At UW–Madison, researchers have a ninety-year history of disclosing potential new inventions and working with Wisconsin Alumni Research Foundation (WARF) to manage the intellectual property rights that come from campus research. Disclosure and ownership of intellectual property in a university environment can be complex. All universities must comply with federal rules and requirements related to funded research, and often, other funding sources bring their own requirements as to how intellectual property should be disclosed and managed. Because of WARF’s long history with the campus and close working relationships with inventors, UW–Madison is uniquely situated to ensure corporate sponsors’ access to the rights they need to make their products successful.

Can an industry partner take ownership of Intellectual Property (IP) developed at UW–Madison?

It is UW–Madison policy not to provide assignment of potentially patentable IP as part of any industry-sponsored research agreement. UW–Madison and WARF work diligently to satisfy an industry partners’ needs to access UW–Madison IP by vigorous pursuit of mutually acceptable agreement terms, including exclusive license option rights for an appropriate time period. In instances in which the deliverable of a research project is a written report or a tangible item, it may be possible for the industry partner to own the deliverable.

What does UW–Madison require in Research Agreements related to publications and rights to data?

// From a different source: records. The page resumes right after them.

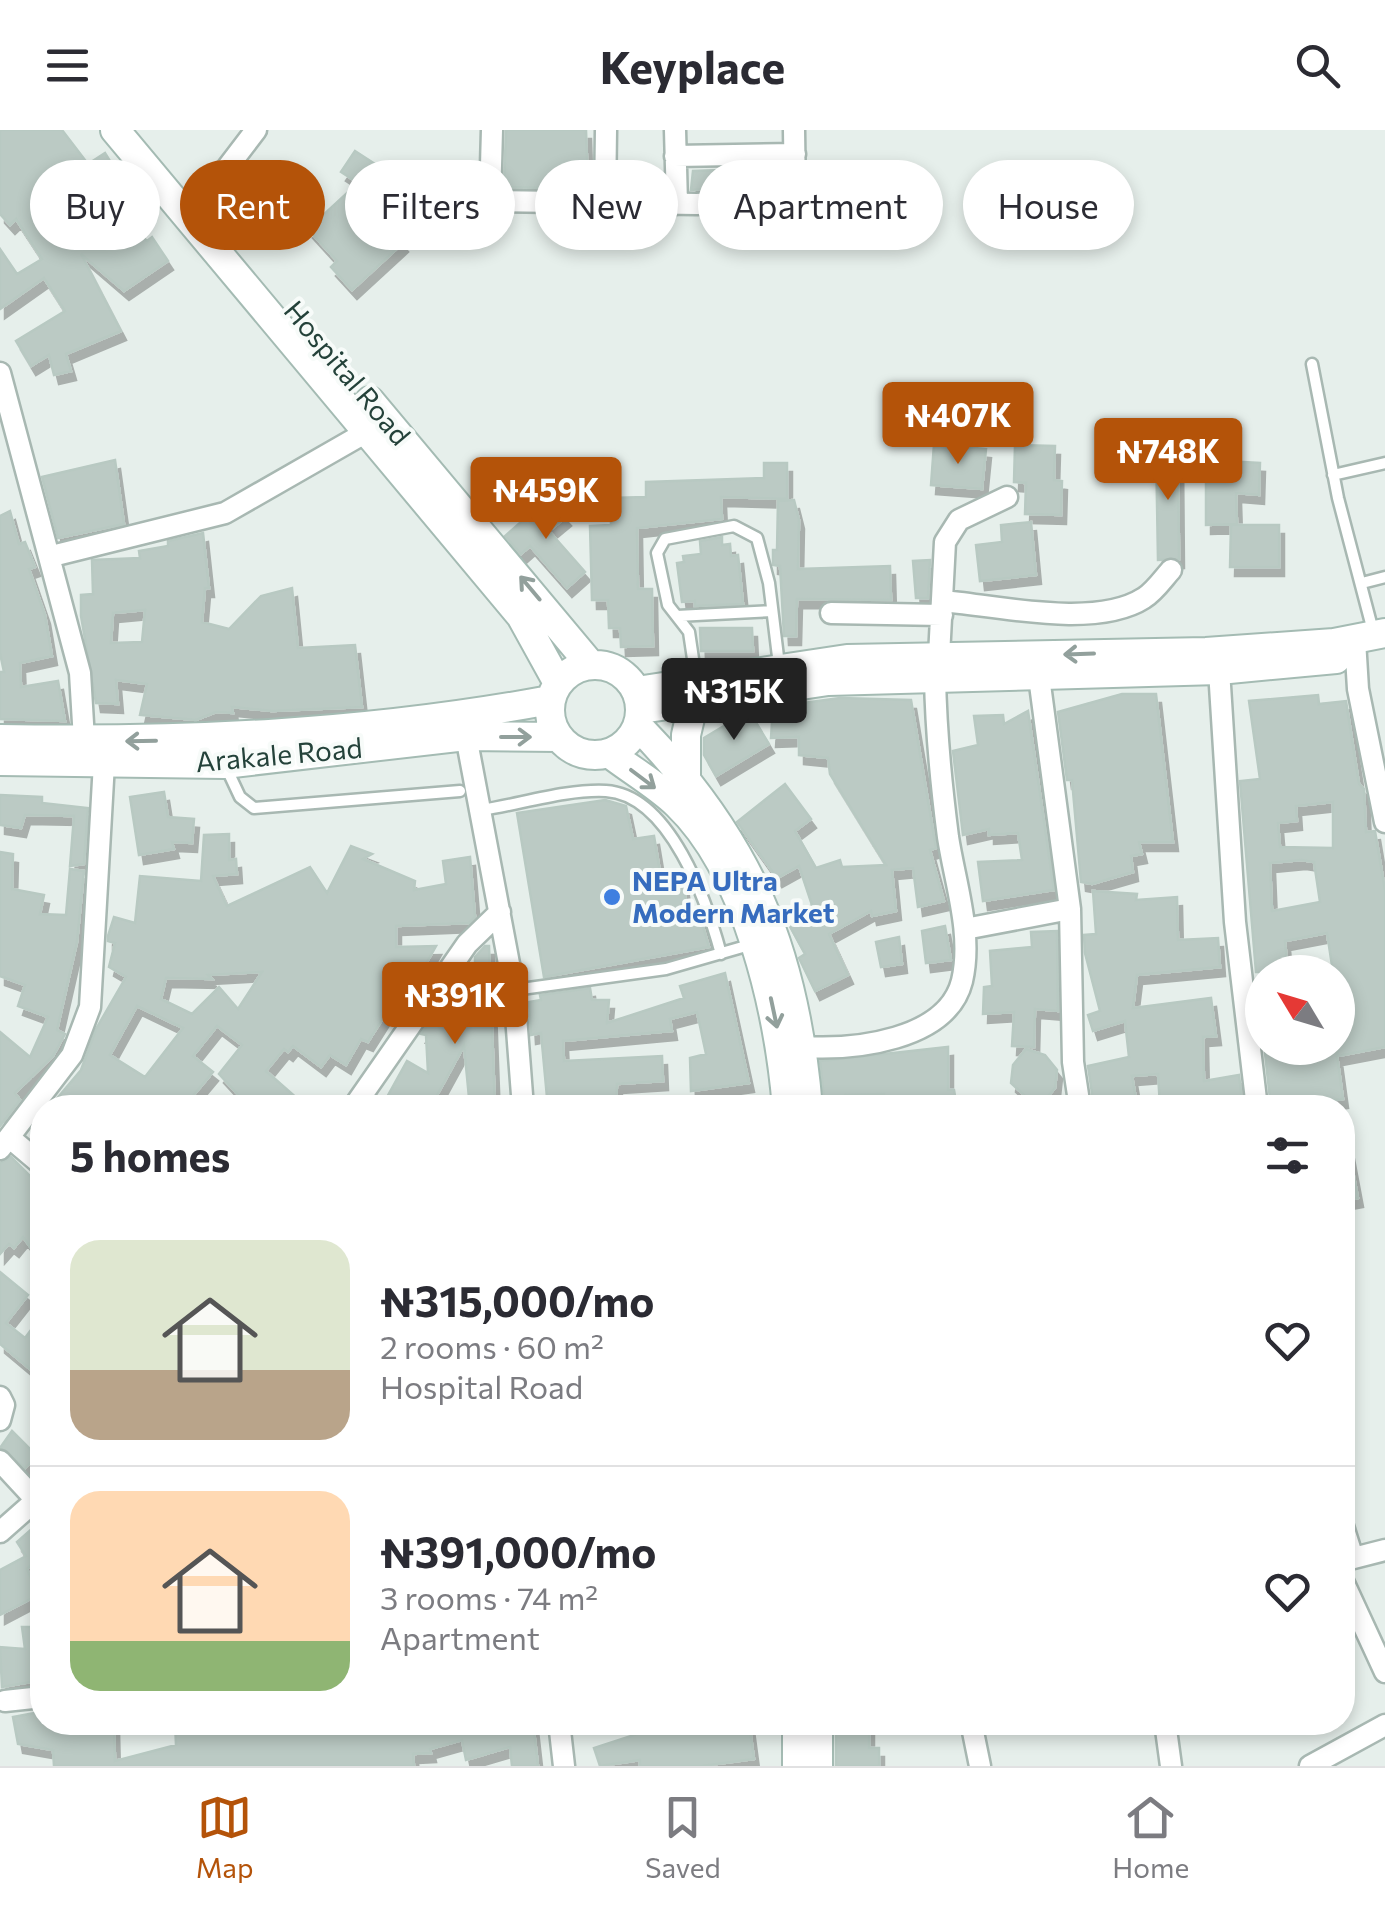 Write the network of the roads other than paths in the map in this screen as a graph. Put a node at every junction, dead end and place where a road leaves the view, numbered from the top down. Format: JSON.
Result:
{"nodes":[{"id":1,"x":116,"y":130,"type":"edge"},
{"id":2,"x":140,"y":130,"type":"edge"},
{"id":3,"x":256,"y":130,"type":"edge"},
{"id":4,"x":492,"y":130,"type":"edge"},
{"id":5,"x":606,"y":130,"type":"edge"},
{"id":6,"x":674,"y":130,"type":"edge"},
{"id":7,"x":794,"y":130,"type":"edge"},
{"id":8,"x":794,"y":154,"type":"junction"},
{"id":9,"x":676,"y":156,"type":"junction"},
{"id":10,"x":233,"y":160,"type":"edge"},
{"id":11,"x":606,"y":160,"type":"edge"},
{"id":12,"x":676,"y":160,"type":"edge"},
{"id":13,"x":180,"y":178,"type":"edge"},
{"id":14,"x":535,"y":201,"type":"edge"},
{"id":15,"x":678,"y":204,"type":"edge"},
{"id":16,"x":241,"y":250,"type":"edge"},
{"id":17,"x":1312,"y":364,"type":"dead end"},
{"id":18,"x":0,"y":373,"type":"edge"},
{"id":19,"x":370,"y":430,"type":"junction"},
{"id":20,"x":1385,"y":463,"type":"edge"},
{"id":21,"x":1334,"y":475,"type":"junction"},
{"id":22,"x":1007,"y":498,"type":"dead end"},
{"id":23,"x":52,"y":556,"type":"junction"},
{"id":24,"x":1171,"y":570,"type":"dead end"},
{"id":25,"x":1385,"y":577,"type":"edge"},
{"id":26,"x":1362,"y":583,"type":"junction"},
{"id":27,"x":943,"y":608,"type":"junction"},
{"id":28,"x":772,"y":611,"type":"junction"},
{"id":29,"x":831,"y":613,"type":"dead end"},
{"id":30,"x":677,"y":616,"type":"junction"},
{"id":31,"x":1371,"y":643,"type":"edge"},
{"id":32,"x":590,"y":664,"type":"junction"},
{"id":33,"x":937,"y":667,"type":"junction"},
{"id":34,"x":1219,"y":670,"type":"junction"},
{"id":35,"x":781,"y":677,"type":"junction"},
{"id":36,"x":1039,"y":677,"type":"junction"},
{"id":37,"x":695,"y":691,"type":"junction"},
{"id":38,"x":554,"y":692,"type":"junction"},
{"id":39,"x":639,"y":709,"type":"junction"},
{"id":40,"x":466,"y":736,"type":"junction"},
{"id":41,"x":558,"y":737,"type":"junction"},
{"id":42,"x":0,"y":739,"type":"edge"},
{"id":43,"x":84,"y":740,"type":"junction"},
{"id":44,"x":609,"y":753,"type":"junction"},
{"id":45,"x":0,"y":761,"type":"edge"},
{"id":46,"x":104,"y":763,"type":"junction"},
{"id":47,"x":224,"y":764,"type":"junction"},
{"id":48,"x":686,"y":776,"type":"junction"},
{"id":49,"x":460,"y":792,"type":"dead end"},
{"id":50,"x":482,"y":810,"type":"junction"},
{"id":51,"x":1385,"y":822,"type":"edge"},
{"id":52,"x":1070,"y":909,"type":"junction"},
{"id":53,"x":500,"y":912,"type":"junction"},
{"id":54,"x":964,"y":929,"type":"junction"},
{"id":55,"x":754,"y":944,"type":"junction"},
{"id":56,"x":720,"y":954,"type":"junction"},
{"id":57,"x":514,"y":990,"type":"junction"},
{"id":58,"x":803,"y":1048,"type":"junction"},
{"id":59,"x":42,"y":1095,"type":"edge"},
{"id":60,"x":362,"y":1095,"type":"edge"},
{"id":61,"x":522,"y":1095,"type":"edge"},
{"id":62,"x":786,"y":1095,"type":"edge"},
{"id":63,"x":807,"y":1095,"type":"edge"},
{"id":64,"x":1078,"y":1095,"type":"edge"},
{"id":65,"x":1255,"y":1095,"type":"edge"},
{"id":66,"x":30,"y":1111,"type":"edge"},
{"id":67,"x":5,"y":1144,"type":"edge"},
{"id":68,"x":30,"y":1158,"type":"edge"},
{"id":69,"x":0,"y":1398,"type":"edge"},
{"id":70,"x":0,"y":1420,"type":"edge"},
{"id":71,"x":0,"y":1461,"type":"edge"},
{"id":72,"x":30,"y":1489,"type":"edge"},
{"id":73,"x":30,"y":1506,"type":"edge"},
{"id":74,"x":0,"y":1532,"type":"edge"},
{"id":75,"x":1385,"y":1550,"type":"edge"},
{"id":76,"x":1355,"y":1558,"type":"edge"},
{"id":77,"x":1355,"y":1608,"type":"edge"},
{"id":78,"x":1385,"y":1672,"type":"edge"},
{"id":79,"x":30,"y":1698,"type":"edge"},
{"id":80,"x":6,"y":1701,"type":"dead end"},
{"id":81,"x":1385,"y":1725,"type":"edge"},
{"id":82,"x":560,"y":1735,"type":"edge"},
{"id":83,"x":797,"y":1735,"type":"edge"},
{"id":84,"x":818,"y":1735,"type":"edge"},
{"id":85,"x":974,"y":1735,"type":"edge"},
{"id":86,"x":1167,"y":1735,"type":"edge"},
{"id":87,"x":564,"y":1766,"type":"edge"},
{"id":88,"x":797,"y":1766,"type":"edge"},
{"id":89,"x":818,"y":1766,"type":"edge"},
{"id":90,"x":980,"y":1766,"type":"edge"},
{"id":91,"x":1172,"y":1766,"type":"edge"},
{"id":92,"x":1310,"y":1766,"type":"edge"}],
"edges":[{"from":1,"to":19,"type":"main road","name":"Hospital Road"},
{"from":2,"to":13,"type":"main road","name":"Hospital Road"},
{"from":3,"to":10,"type":"street"},
{"from":4,"to":14,"type":"street"},
{"from":5,"to":11,"type":"street"},
{"from":6,"to":9,"type":"street"},
{"from":7,"to":8,"type":"street"},
{"from":8,"to":9,"type":"street"},
{"from":8,"to":15,"type":"street"},
{"from":9,"to":12,"type":"street"},
{"from":32,"to":16,"type":"main road","name":"Hospital Road","one_way":true},
{"from":17,"to":21,"type":"lane"},
{"from":18,"to":23,"type":"street"},
{"from":19,"to":23,"type":"street"},
{"from":19,"to":38,"type":"main road","name":"Hospital Road"},
{"from":20,"to":21,"type":"lane"},
{"from":21,"to":26,"type":"lane"},
{"from":22,"to":27,"type":"street"},
{"from":23,"to":43,"type":"street"},
{"from":24,"to":27,"type":"street"},
{"from":25,"to":26,"type":"lane"},
{"from":26,"to":31,"type":"lane"},
{"from":27,"to":29,"type":"street"},
{"from":27,"to":33,"type":"street"},
{"from":28,"to":30,"type":"lane"},
{"from":28,"to":30,"type":"lane"},
{"from":28,"to":35,"type":"lane"},
{"from":30,"to":37,"type":"lane"},
{"from":31,"to":33,"type":"main road","one_way":true},
{"from":31,"to":34,"type":"main road"},
{"from":31,"to":51,"type":"street"},
{"from":32,"to":38,"type":"main road"},
{"from":32,"to":39,"type":"main road"},
{"from":33,"to":35,"type":"main road"},
{"from":33,"to":36,"type":"main road"},
{"from":33,"to":54,"type":"street"},
{"from":34,"to":36,"type":"main road"},
{"from":34,"to":65,"type":"street"},
{"from":35,"to":37,"type":"main road"},
{"from":36,"to":52,"type":"street"},
{"from":37,"to":39,"type":"main road"},
{"from":37,"to":48,"type":"main road"},
{"from":38,"to":41,"type":"main road"},
{"from":38,"to":43,"type":"main road","name":"Arakale Road","one_way":true},
{"from":39,"to":44,"type":"main road"},
{"from":39,"to":48,"type":"main road"},
{"from":40,"to":41,"type":"main road","name":"Arakale Road","one_way":true},
{"from":40,"to":47,"type":"main road","name":"Arakale Road"},
{"from":40,"to":50,"type":"street"},
{"from":41,"to":44,"type":"main road"},
{"from":42,"to":43,"type":"main road","name":"Arakale Road"},
{"from":44,"to":55,"type":"main road","one_way":true},
{"from":45,"to":46,"type":"main road","name":"Arakale Road"},
{"from":46,"to":47,"type":"main road","name":"Arakale Road"},
{"from":46,"to":59,"type":"street"},
{"from":47,"to":49,"type":"lane"},
{"from":48,"to":58,"type":"main road"},
{"from":50,"to":53,"type":"street"},
{"from":50,"to":56,"type":"lane"},
{"from":52,"to":54,"type":"street"},
{"from":52,"to":64,"type":"street"},
{"from":53,"to":57,"type":"street"},
{"from":53,"to":60,"type":"street"},
{"from":54,"to":58,"type":"street"},
{"from":55,"to":56,"type":"lane"},
{"from":55,"to":62,"type":"main road","one_way":true},
{"from":56,"to":57,"type":"lane"},
{"from":57,"to":61,"type":"street"},
{"from":58,"to":63,"type":"main road"},
{"from":66,"to":67,"type":"street"},
{"from":67,"to":68,"type":"street"},
{"from":69,"to":70,"type":"street"},
{"from":71,"to":72,"type":"street"},
{"from":73,"to":74,"type":"street"},
{"from":75,"to":76,"type":"street"},
{"from":77,"to":78,"type":"street"},
{"from":79,"to":80,"type":"street"},
{"from":81,"to":92,"type":"street"},
{"from":82,"to":87,"type":"street"},
{"from":83,"to":88,"type":"main road"},
{"from":84,"to":89,"type":"main road"},
{"from":85,"to":90,"type":"street"},
{"from":86,"to":91,"type":"street"}]}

UW–Madison requires the publication rights of research results by faculty, staff, and students, without extensive delay from a collaborator. Industry sponsors can negotiate for a right to review and request removal of sponsor’s confidential information from any material such as a publication that will be shared publicly. Additionally, UW policy requires that the UW retain ownership of research data in order to preserve the ability to conduct future research and publish the research results. However, it is quite common for sponsors to receive early access to data arising from the research they fund, and, subject to any IP rights that may apply to the data, be able to use the data for their own business purposes.

Who owns the rights to the results of research as a part of Research Agreements

UW–Madison does not assign ownership of the results of the research (data, inventions, etc.) to an industry sponsor. This is a result of the policies from the Board of Regents. However, the University does share the results of the sponsored projects with research sponsors. It does this by providing access to research data and experimental results with our sponsors and providing sponsors with an option to obtain licenses to inventions and ideas that come out of the research.

What kind of timelines can I expect for the negotiation of agreements with UW–Madison?

The timelines can vary by the type, complexity, and length of agreements, but the goal is to keep the process moving in a timely manner that works for both parties. It is strongly recommended to start the process with UW–Madison templates which are fair, reasonable and concise, and can speed up the timeline immensely. Also, be sure to leverage your key points of contact to keep you updated.

What are the costs involved in doing research with UW–Madison?

The costs of research vary from project to project. Each project may require unique resources: students, collaborators inside and outside the university, supplies, special equipment, etc. The costs often include salary, fringe, supplies, and indirect costs. There may be other costs included depending on the needs, such as tuition remission, travel, equipment purchase, and subcontractors.

Indirect costs are the costs that are not directly related to a specific sponsored project and are incurred for common or joint objectives. Sometimes you will hear indirect costs referred to as Facilities and Administrative Costs or F&A costs for short. Examples of facilities and administrative costs include utilities; building maintenance and operations; security; insurance; general-purpose supplies and equipment; and central administrative staff expenses. The University has a negotiated rate agreement with the federal government. If the University did not charge this federally negotiated rate, the University would be in violation of Federal Regulations.